All the guides suggest that crossing the fence is no big deal. In the Outlying Fells, Wainwright instructs, “Cross the fence in the vicinity of Holehouse Tarn (easier now that the barbed wire has gone), and cut across to the top of Stainton Pike…”. I assumed that there must be a stile or that, like many fences on Lakeland fells, it would now be decrepit and easily crossed. This fence bucked the trend. It had recently been restored and sported a taught, sharp barbed wire top at the height of my midriff. I looked to the right and to the left. There was no stile in sight.

I walked up and down the fence line looking for a place where there might be a mound I could stand on to make the crossing easier, but there wasn’t one. I was stumped but realised that, one way or another, I was going to have to cross the fence to reach Stainton Pike summit. Then I remembered a trick I’d read about for crossing barbed wire fences.

I opened my bag and pulled out my fleece. I’d had no use for it so far on this visit but it was just about to come into it’s own. I wrapped it round a short section of the wire in a tight roll and then, holding it down as far as I could, I just managed to straddle the fence on tip-toes and make it over without snagging my trousers on the barbs.

Once over the fence, the summit is just a short climb away, and what a summit it is! Mark Richards recommends that you, “…take time to linger and enjoy your visit”. The top is reached by an easy rock scramble and is marked by a shapely cairn of satisfying size, but it is the view that makes this a place to pause. From west to east, the view begins with the sea, crosses the coastal plain. Next, the distant Western Fells, the foreground of Yoadcastle and then the high fells, including the Scafells. All the while feeling that one is perched atop an elevated promontory as the ground to the north drops away quickly.

Stainton Pike summit
The summit cairn at Stainton Pike. A fantastic place to be on a lovely day, with extensive views all around.

Of the two hundred-odd fells I’ve summited over the last five years, there have been perhaps 9 or 10 that I’ve not wanted to leave.
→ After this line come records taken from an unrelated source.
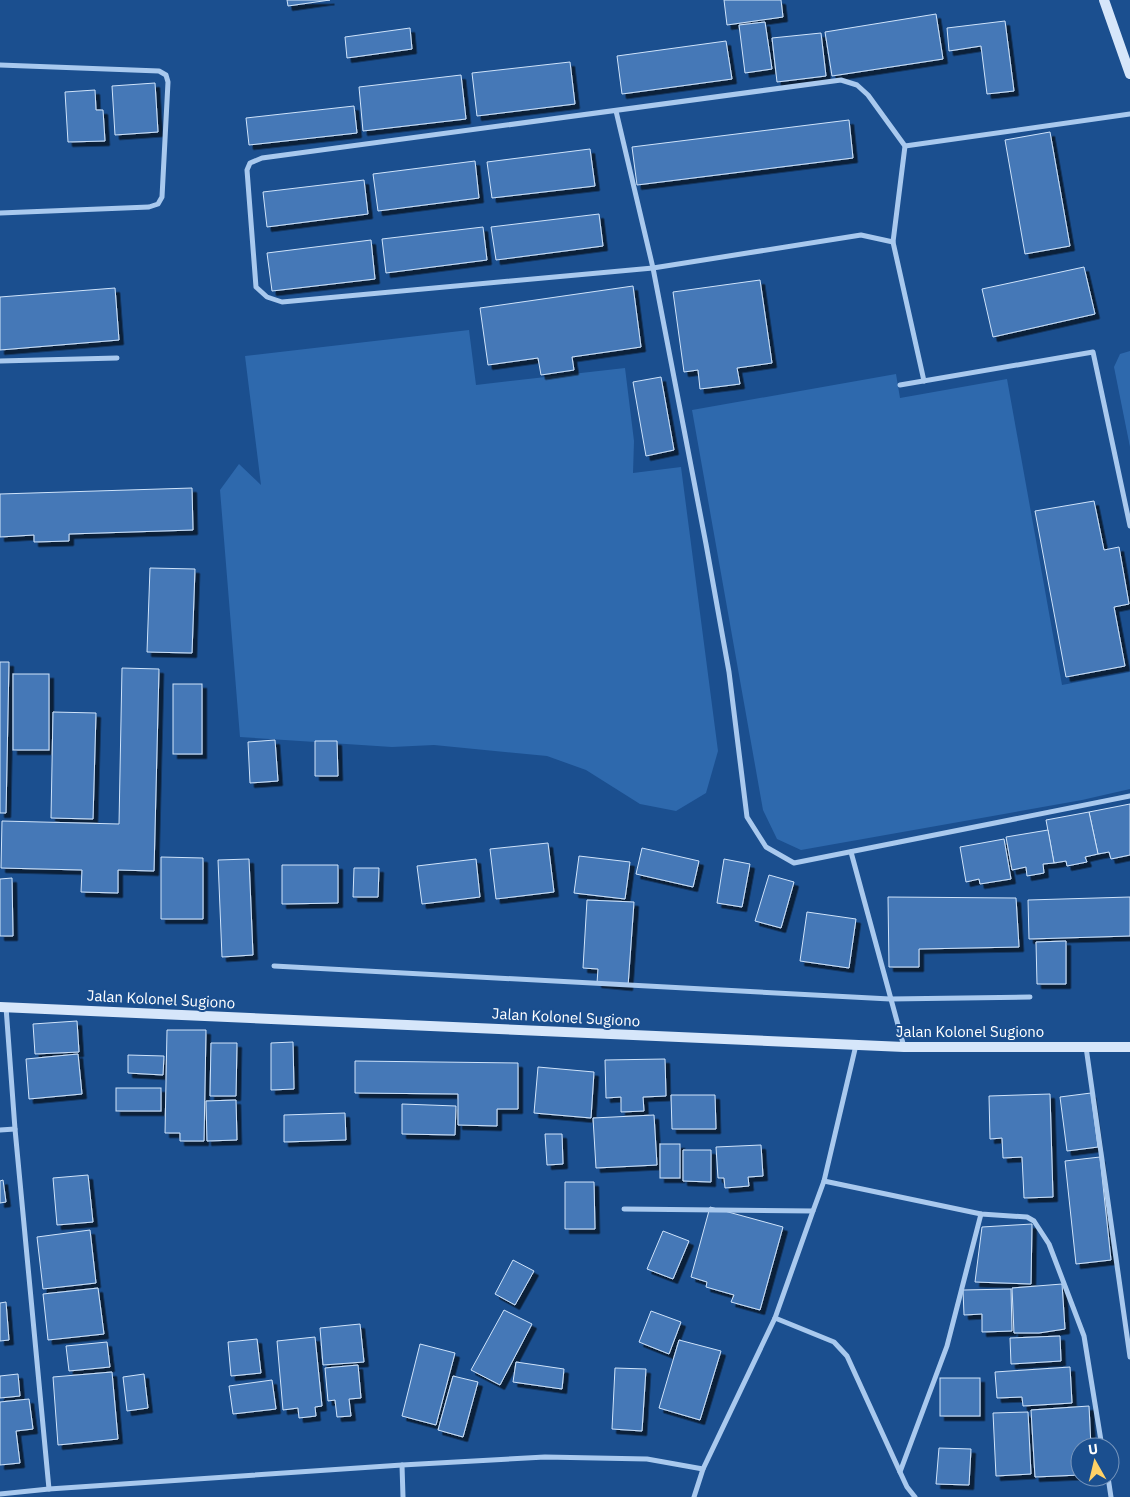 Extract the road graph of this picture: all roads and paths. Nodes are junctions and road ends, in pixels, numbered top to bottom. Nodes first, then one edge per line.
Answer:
1 (1104, 0) edge
2 (0, 65) edge
3 (1130, 74) edge
4 (616, 110) junction
5 (1130, 114) edge
6 (905, 146) junction
7 (0, 213) edge
8 (893, 242) junction
9 (653, 268) junction
10 (118, 358) dead end
11 (0, 361) edge
12 (924, 381) junction
13 (900, 385) dead end
14 (1130, 526) edge
15 (1130, 796) edge
16 (851, 852) junction
17 (274, 966) dead end
18 (890, 998) junction
19 (1030, 998) dead end
20 (3, 1007) edge
21 (856, 1045) junction
22 (1086, 1046) junction
23 (904, 1047) junction
24 (1130, 1047) edge
25 (0, 1130) edge
26 (15, 1130) junction
27 (824, 1181) junction
28 (624, 1209) dead end
29 (813, 1211) junction
30 (982, 1214) junction
31 (774, 1318) junction
32 (1130, 1357) edge
33 (1100, 1437) edge
34 (402, 1465) junction
35 (703, 1469) junction
36 (900, 1472) junction
37 (49, 1489) junction
38 (0, 1494) edge
39 (23, 1494) edge
40 (403, 1497) edge
41 (694, 1497) edge
42 (915, 1497) edge

1 - 3 main road
2 - 7 street
4 - 6 street
4 - 9 street
4 - 9 street
5 - 6 street
6 - 8 street
8 - 9 street
8 - 12 street
9 - 16 street
10 - 11 street
12 - 13 street
12 - 14 street
15 - 16 street
16 - 18 street
17 - 18 street
18 - 19 street
18 - 23 street
20 - 21 main road, Jalan Kolonel Sugiono
20 - 26 street
21 - 23 main road, Jalan Kolonel Sugiono
21 - 27 street
22 - 23 main road, Jalan Kolonel Sugiono
22 - 24 main road, Jalan Kolonel Sugiono
22 - 32 street
25 - 26 street
26 - 37 street
27 - 29 street
27 - 30 street
28 - 29 street
29 - 31 street
30 - 33 street
30 - 36 street
31 - 35 street
31 - 36 street
34 - 35 street
34 - 37 street
34 - 40 street
35 - 41 street
36 - 42 street
37 - 39 street
38 - 39 street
Stainton Pike is on that list, along with Great End, Green Gable, Kidsty Pike and a few others. This is entirely subjective, of course, but the best fell-tops afford panoramic views and make you feel like you are on top of the world.

It wasn’t even midday yet but I took an extended break anyway and sat, gazing at the scene and snacking on muesli bars.

Eventually, I tore myself away and headed off around the head of Stainton Beck to Yoadcastle. I had to cross the fence again but the faint path down from the summit took me to a point where someone had placed a large stone next to it, making the crossing much easier.

Yoadcastle is another rocky knoll on the north-south ridge and although it’s another lovely summit, it just doesn’t have the drama of Stainton Pike. Nonetheless, I stayed a while; this was as far as I was going on this walk and the next section involved a return to Whitfell, skirting Stainton Pike and avoiding the barbed wire fence.

Before setting off, I looked across to Hesk Fell and wondered if it might be possible to walk across the trackless, damp moorland to its summit and then return to some point on this route but I couldn’t see any obvious way of doing it. Sometimes, on the ground a route becomes clear that isn’t obvious on the map, but in this case, I decided to stick to the original plan.

Yoadcastle and the high fells
Looking back to Yoadcastle and the high fells from the rising path to Whitfell.

I got back to Whitfell just before two in the afternoon, with no one around. After a brief pause, I headed back towards Buck Barrow. I was enjoying myself and as often happens when I relax, I became complacent and lost my intended route, ending up on the wrong side of a dry stone wall, losing me about 15 minutes while I back-tracked over rough ground. Eventually, I arrived back at the car in good time to take on Hesk Fell.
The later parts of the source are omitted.